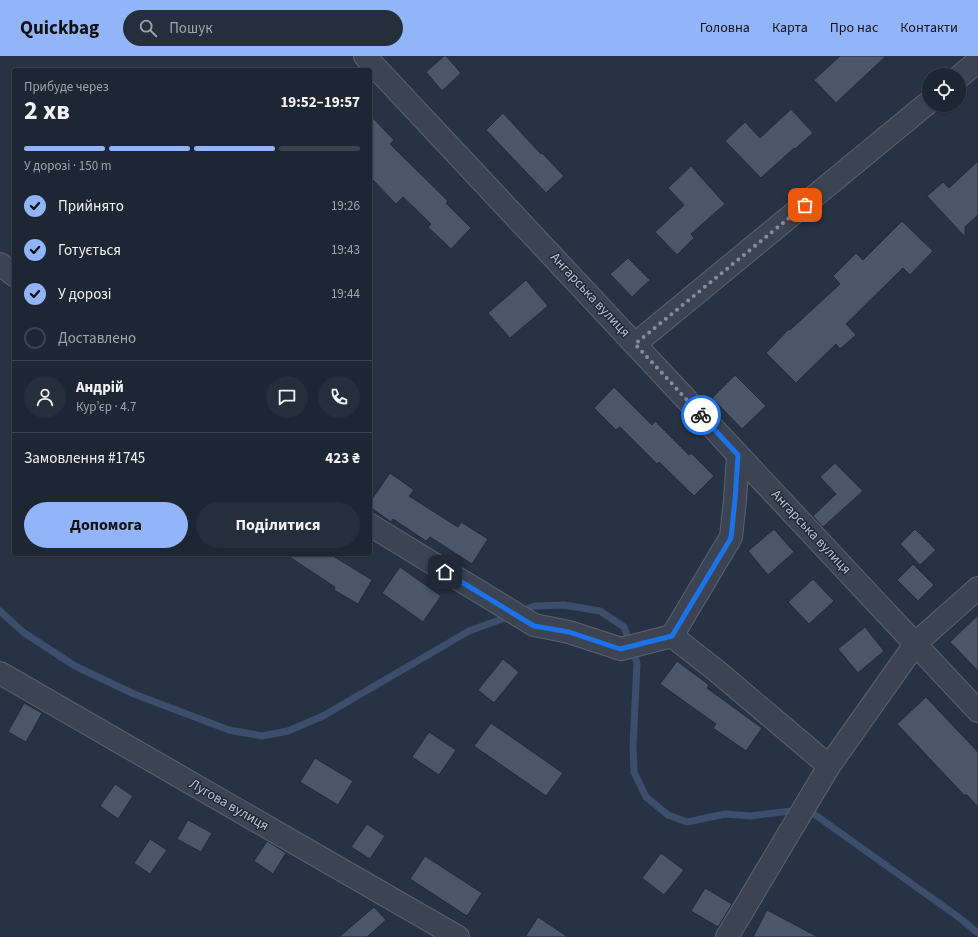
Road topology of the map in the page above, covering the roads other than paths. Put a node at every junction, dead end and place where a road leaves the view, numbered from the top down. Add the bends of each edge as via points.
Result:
1 (366, 61) edge
2 (978, 61) edge
3 (966, 71) edge
4 (922, 108) edge
5 (0, 264) edge
6 (12, 273) edge
7 (635, 344) junction
8 (738, 455) junction
9 (372, 527) edge
10 (978, 588) edge
11 (662, 639) junction
12 (916, 643) junction
13 (0, 673) edge
14 (978, 711) edge
15 (829, 766) junction
16 (458, 937) edge
17 (727, 937) edge

1 - 7 street, Ангарська вулиця
2 - 3 street
4 - 7 street
5 - 6 street
7 - 8 street, Ангарська вулиця
8 - 11 street via 731,538
8 - 12 street, Ангарська вулиця
9 - 11 street via 534,626 569,632 620,649
10 - 12 street
11 - 15 street via 718,672
12 - 14 street, Ангарська вулиця
12 - 15 street
13 - 16 street, Лугова вулиця
15 - 17 street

What you should do | Without the pictures, give back the entries exactly.

Result for this exercise |
Road topology of the map in the page above, covering the roads other than paths. Put a node at every junction, dead end and place where a road leaves the view, numbered from the top down. Add the bends of each edge as via points.
Result:
1 (366, 61) edge
2 (978, 61) edge
3 (966, 71) edge
4 (922, 108) edge
5 (0, 264) edge
6 (12, 273) edge
7 (635, 344) junction
8 (738, 455) junction
9 (372, 527) edge
10 (978, 588) edge
11 (662, 639) junction
12 (916, 643) junction
13 (0, 673) edge
14 (978, 711) edge
15 (829, 766) junction
16 (458, 937) edge
17 (727, 937) edge

1 - 7 street, Ангарська вулиця
2 - 3 street
4 - 7 street
5 - 6 street
7 - 8 street, Ангарська вулиця
8 - 11 street via 731,538
8 - 12 street, Ангарська вулиця
9 - 11 street via 534,626 569,632 620,649
10 - 12 street
11 - 15 street via 718,672
12 - 14 street, Ангарська вулиця
12 - 15 street
13 - 16 street, Лугова вулиця
15 - 17 street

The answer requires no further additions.